Was the defendant as a matter of law an "assign" of the Oatman Gold Mining Milling Company? This depends upon whether at the time the levy and sale in question was made the company had any interest in the North Aztec claim subject to levy. Our execution statute is extremely broad, and under it any interest, legal or equitable, in either real or personal property, is subject to execution. Paragraph 1363, Rev. Stats. Ariz. 1913 (Civ. Code).
In view of the fact that the company had at the time of the sheriff's sale the right to resume work and thus protect its interest in the North Aztec, and the rule that the failure to comply with the law regarding annual labor does not of itself terminate the locator's rights, we are of the opinion that it had an interest subject to execution, and that such interest passed to defendant by the various conveyances in question, so that it was as a matter of law an "assign" of the company and entitled to resume work as aforesaid.
It is also suggested that the action of the company's superintendent in attempting to relocate the North Aztec ground as the Semloh showed that there was an abandonment of the North Aztec location, and that, if a claim is abandoned instead of merely forfeited, there can be no resumption. It is true one *272 who abandons a mining claim has no right to reacquire any interest therein by a resumption of work, but we have held an attempted relocation not only does not show abandonment, but negatives it. Peachy v. Gaddis, supra.

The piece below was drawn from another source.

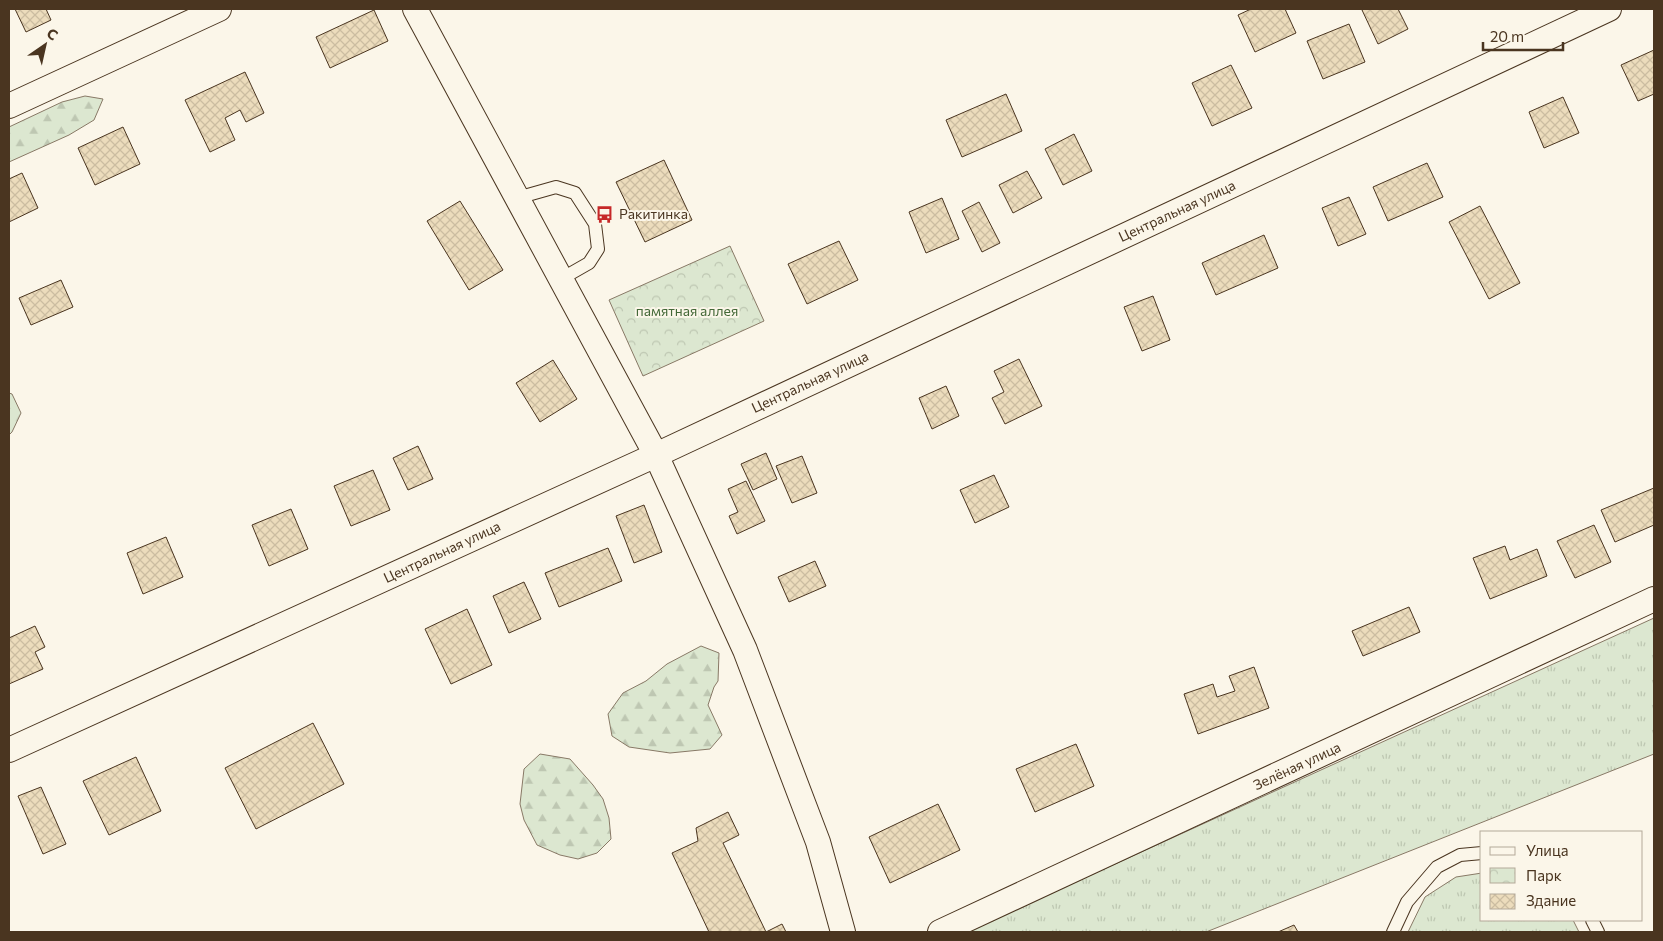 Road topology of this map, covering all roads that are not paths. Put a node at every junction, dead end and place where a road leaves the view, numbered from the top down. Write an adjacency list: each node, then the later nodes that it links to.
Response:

The next question for our consideration is whether or not as a matter of fact defendant did do such work as under the law would be considered a resumption of labor on or for the North Aztec claim. The trial court by its findings and conclusions of law apparently took the view that the failure to do the labor in any particular year automatically divested the original locator of all interest in the claim, so that it had nothing which would pass by sale under execution. This, as we have indicated, is not the law. The effect of the failure to do the work is to make it possible for another person to relocate the property, but, until such relocation, the original locator and his assigns are entitled to the possession of the premises as against all persons but the United States, and have an interest therein, together with a right to bar relocation by a resumption of work. The judgment therefore cannot be sustained on the ground that the sheriff's sale passed nothing to defendant.

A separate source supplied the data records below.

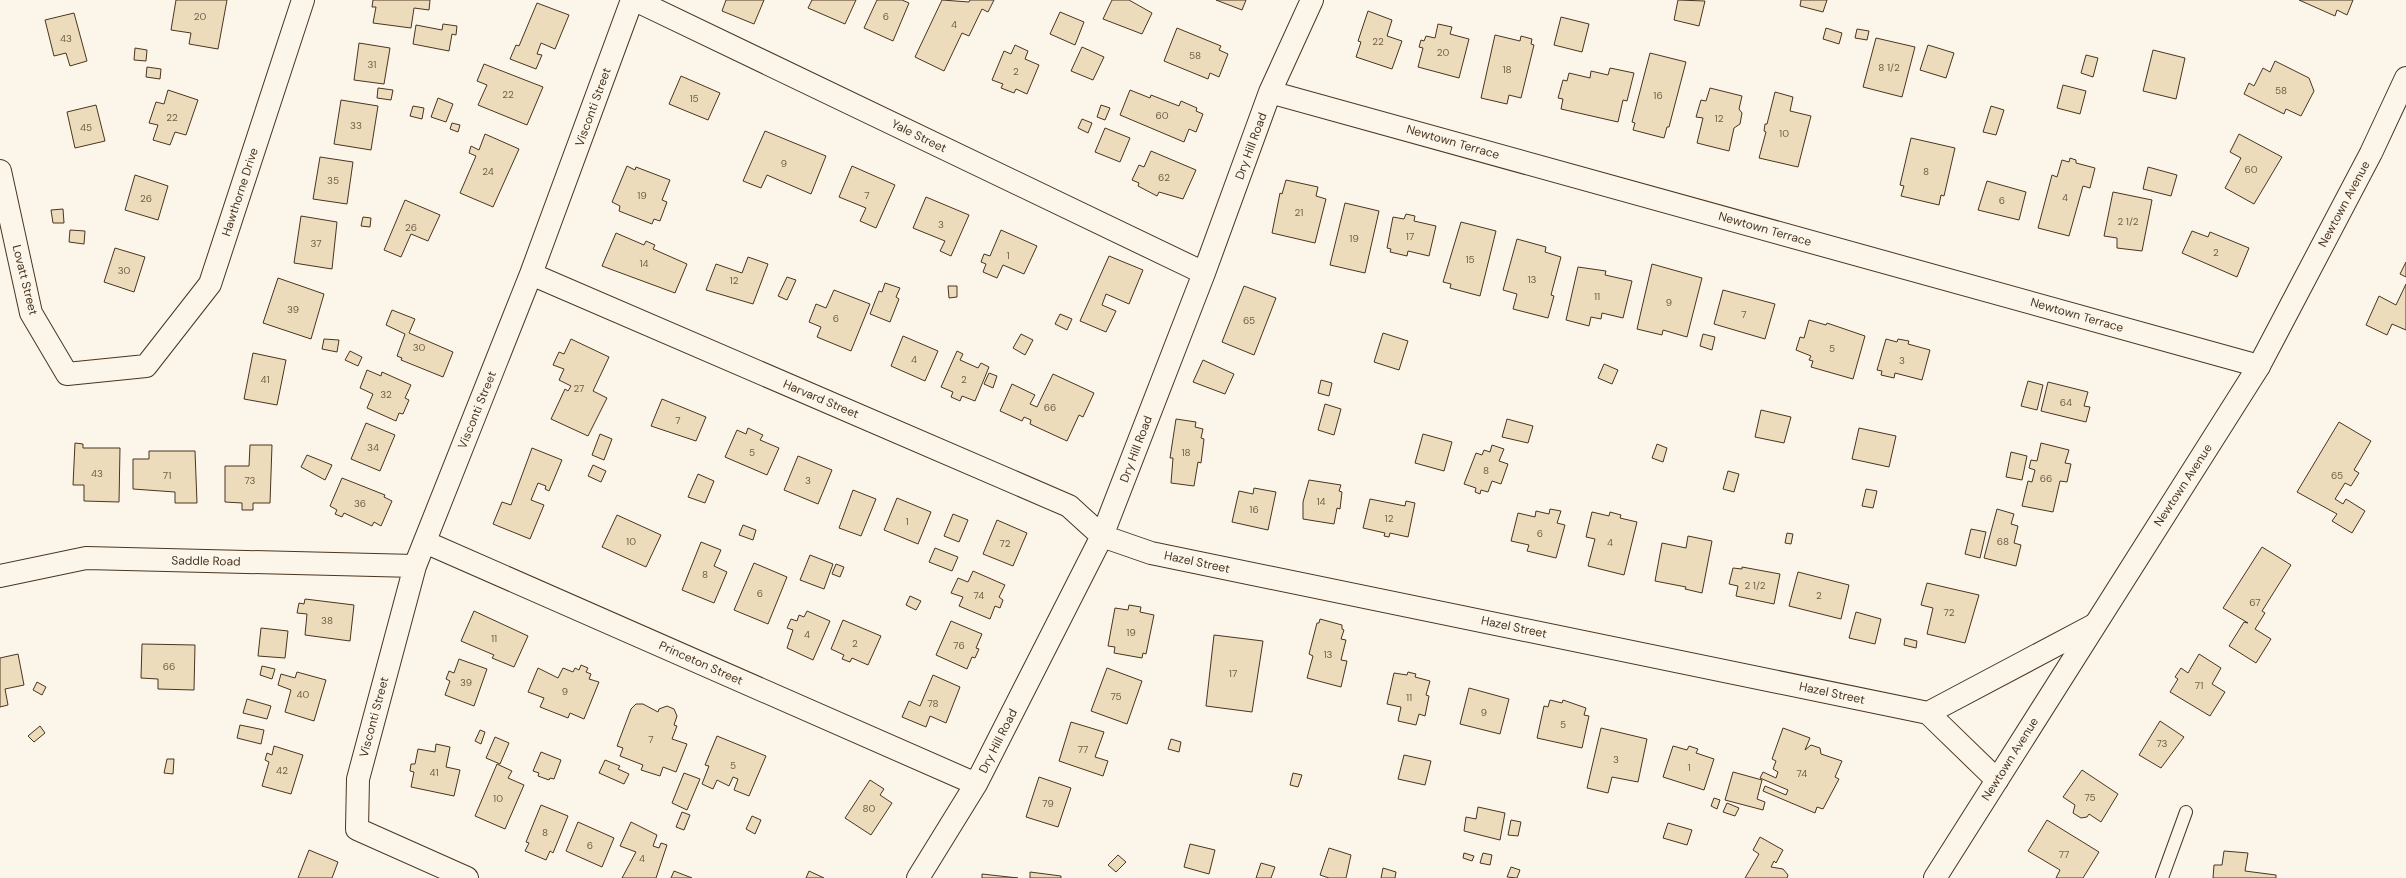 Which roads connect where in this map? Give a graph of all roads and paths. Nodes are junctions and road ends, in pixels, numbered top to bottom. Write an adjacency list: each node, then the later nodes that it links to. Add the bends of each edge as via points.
1 (303, 0): 9 (street, Hawthorne Drive, via 210,284)
2 (634, 0): 7 (street, Yale Street); 8 (street, Visconti Street)
3 (1312, 0): 5 (street, Dry Hill Road)
4 (2406, 78): 10 (street, Newtown Avenue, via 2371,153)
5 (1270, 92): 7 (street, Dry Hill Road); 10 (street, Newtown Terrace)
6 (0, 171): 9 (street, Lovatt Street, via 31,313 68,374)
7 (1204, 273): 11 (street, Dry Hill Road)
8 (531, 274): 11 (street, Harvard Street, via 1069,506); 12 (street, Visconti Street)
9 (146, 366)
10 (2259, 366): 15 (street, Newtown Avenue)
11 (1102, 536): 16 (street, Hazel Street, via 1151,552); 18 (street, Dry Hill Road)
12 (425, 542): 13 (street, Visconti Street); 18 (street, Princeton Street)
13 (414, 566): 14 (street, Saddle Road, via 86,558); 20 (street, Visconti Street, via 358,779 357,829)
14 (0, 576)
15 (2094, 625): 16 (street); 17 (street, Newtown Avenue)
16 (1928, 713): 17 (street)
17 (1997, 780): 22 (street, Newtown Avenue)
18 (976, 784): 21 (street, Dry Hill Road)
19 (2186, 812): 23 (lane)
20 (467, 878)
21 (918, 878)
22 (1935, 878)
23 (2162, 878)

The trial court naturally, with its view of the law, made no findings on the question of whether or not the work admittedly performed by defendant on the group acquired by it through the sheriff's sale as aforesaid was of such a nature that it would be legally applicable to the annual labor required for the North Aztec claim. It is not contended by anyone that any labor was performed during the year 1929 upon the North Aztec claim itself, but it is urged by defendant that the work which it admittedly did on certain other claims of the group in question was of such a nature that it would be so legally applicable. It is the law that, where a group *273
of several contiguous claims are owned and operated as one, they will be treated as an entirety, and the aggregate assessment work for all of the claims may be done upon any one of them, provided it is of benefit to all the claims and tends to develop all of them, and to facilitate the extraction of ore therefrom.Chambers v. Harrington,
There is no doubt that the twelve claims in question were always considered as an entirety, and that they are of such a nature that the rule above cited would be applied to them.
There is a serious question, however, as to whether or not the work done, as shown by the record, is of such a nature that it falls within the rule, and this is a matter of fact which we think should be determined by the trial court. It is not necessary, therefore, for us in disposing of the case to consider the point raised by defendant that, even assuming the ground in question was subject to relocation, the evidence does not show that plaintiff made a valid relocation. The judgment of the superior court of Mohave county is reversed and the case remanded for a new trial in accordance with the principles set forth in this opinion.